Les leçons du Cirque du Soleil

Le président du Cirque du Soleil, Daniel Lamarre, a insisté hier, devant la Chambre de commerce du Montréal métropolitain, sur le fait que son entreprise a choisi de ne pas licencier d’employés en ces temps difficiles.
Photo: Jacques Nadeau Le président du Cirque du Soleil, Daniel Lamarre, a insisté hier, devant la Chambre de commerce du Montréal métropolitain, sur le fait que son entreprise a choisi de ne pas licencier d’employés en ces temps difficiles.

Le président du Cirque du Soleil (CDS) a dit ne pas être venu pour donner des leçons, mais il en a tout de même servi tout un plat hier midi à ses hôtes du dîner-conférence de la Chambre de commerce du Montréal métropolitain.

«Pour nous, l'antidote à la crise actuelle, c'est le retour aux valeurs fondamentales», a dit d'entrée de jeu Daniel Lamarre aux centaines de personnes réunies dans un hôtel du centre-ville. Tout son discours a proposé des preuves de ce repli vers l'essentiel.

Le président a notamment insisté sur le fait que son entreprise avait choisi de ne pas licencier d'employés en ces temps difficiles. Une remarque d'autant plus percutante que plusieurs représentants de grandes entreprises québécoises ayant procédé à des congédiements étaient assis à la table d'honneur.

«La crise économique actuelle a été créée par des ingénieurs financiers qui ont inventé de toutes pièces une fausse économie, a dit M. Lamarre. Ajoutez à cette formule artificielle des fraudes de taille. [...] Aujourd'hui, le seul remède qui tient, c'est de couper des emplois, donc de briser des familles complètes. [...] Nous, au Cirque du Soleil, on fait le pari de nos employés.»
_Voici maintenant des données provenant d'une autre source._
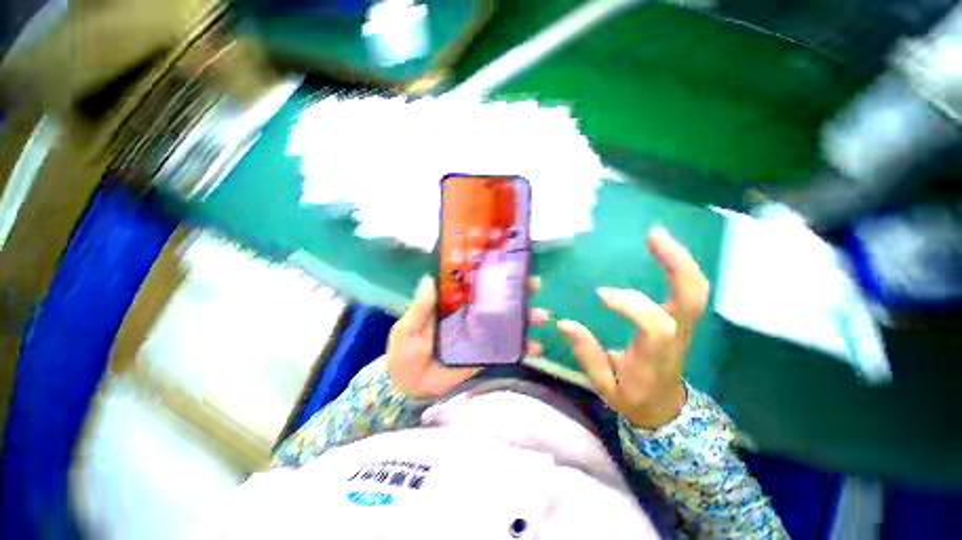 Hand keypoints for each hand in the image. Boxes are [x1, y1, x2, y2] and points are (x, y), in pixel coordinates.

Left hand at [387, 276, 548, 398]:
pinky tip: (536, 349)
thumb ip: (419, 308)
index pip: (474, 285)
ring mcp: (479, 336)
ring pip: (506, 323)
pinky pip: (505, 350)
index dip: (491, 274)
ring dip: (525, 319)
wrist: (408, 390)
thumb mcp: (407, 329)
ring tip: (541, 316)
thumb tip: (428, 279)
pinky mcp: (485, 355)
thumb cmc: (404, 355)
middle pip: (496, 301)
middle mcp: (469, 317)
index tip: (508, 264)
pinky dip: (522, 349)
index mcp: (452, 306)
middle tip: (534, 285)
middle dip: (517, 292)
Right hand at [556, 228, 709, 428]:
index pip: (656, 326)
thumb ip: (587, 355)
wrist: (663, 407)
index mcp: (656, 356)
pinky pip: (688, 288)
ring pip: (695, 289)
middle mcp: (676, 336)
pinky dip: (678, 266)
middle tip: (654, 236)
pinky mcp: (681, 318)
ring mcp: (683, 325)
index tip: (601, 295)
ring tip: (656, 235)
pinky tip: (661, 250)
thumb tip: (565, 324)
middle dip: (677, 264)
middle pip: (692, 297)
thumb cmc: (633, 396)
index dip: (631, 305)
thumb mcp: (604, 385)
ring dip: (679, 259) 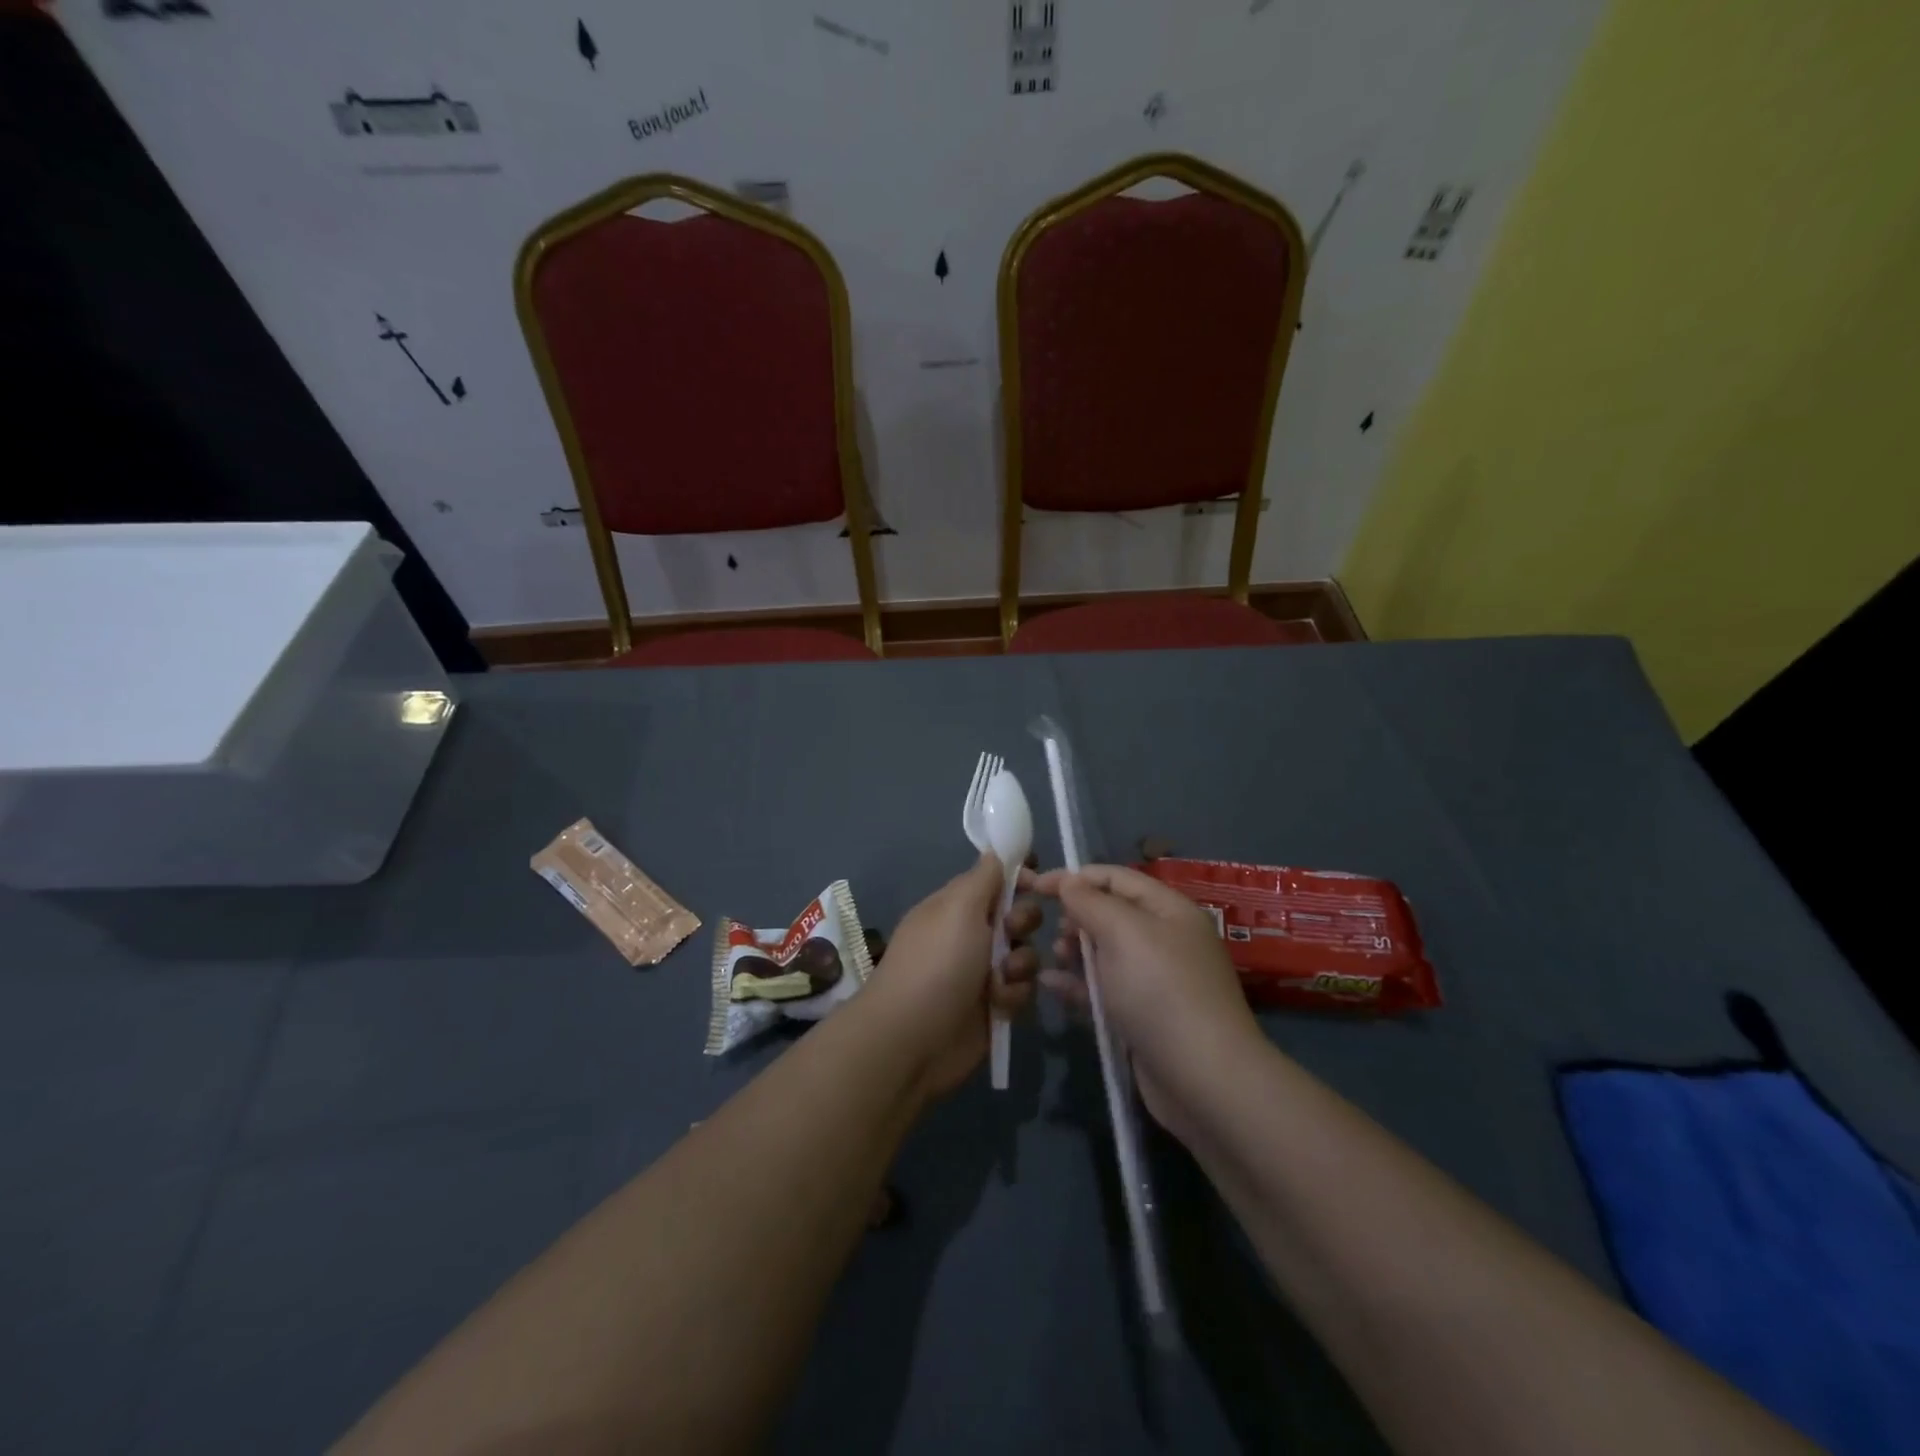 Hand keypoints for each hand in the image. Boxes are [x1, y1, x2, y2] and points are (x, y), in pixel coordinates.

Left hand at [857, 853, 1041, 1099]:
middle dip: (1023, 921)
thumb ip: (984, 877)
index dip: (1018, 876)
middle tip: (1011, 932)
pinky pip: (1022, 989)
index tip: (1036, 880)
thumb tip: (996, 850)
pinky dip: (1014, 995)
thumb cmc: (937, 963)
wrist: (913, 1039)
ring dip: (1021, 963)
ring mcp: (981, 971)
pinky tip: (999, 1005)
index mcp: (956, 904)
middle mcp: (970, 933)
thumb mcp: (959, 907)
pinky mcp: (993, 1006)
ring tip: (1002, 978)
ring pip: (1025, 953)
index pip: (994, 878)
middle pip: (1017, 914)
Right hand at [1034, 863, 1261, 1135]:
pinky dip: (1078, 984)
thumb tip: (1068, 881)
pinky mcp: (1143, 1015)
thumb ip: (1090, 901)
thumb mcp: (1123, 932)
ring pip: (1105, 952)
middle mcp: (1165, 938)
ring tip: (1055, 957)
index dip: (1074, 877)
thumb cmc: (1161, 991)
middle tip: (1051, 930)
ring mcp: (1155, 979)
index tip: (1034, 886)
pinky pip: (1104, 988)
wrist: (1203, 1079)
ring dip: (1075, 950)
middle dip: (1076, 915)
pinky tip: (1049, 984)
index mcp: (1168, 909)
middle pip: (1110, 913)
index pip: (1115, 877)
La compagnie a par exemple comprimé ses dépenses (notamment dans les frais de voyage) plutôt que de sabrer son personnel. Mieux, elle espère maintenir tous ses 4500 postes dans le monde, le plus fort contingent (1832 employés) travaillant au centre mondial de Montréal. La masse salariale annuelle de cette armée de cirqueux oscille autour de 122 millions, en plus des quelque 30 millions versés en redevances de toutes sortes aux créateurs. «La situation de l'emploi se doit d'être un sujet de préoccupation pour notre société», a résumé M. Lamarre.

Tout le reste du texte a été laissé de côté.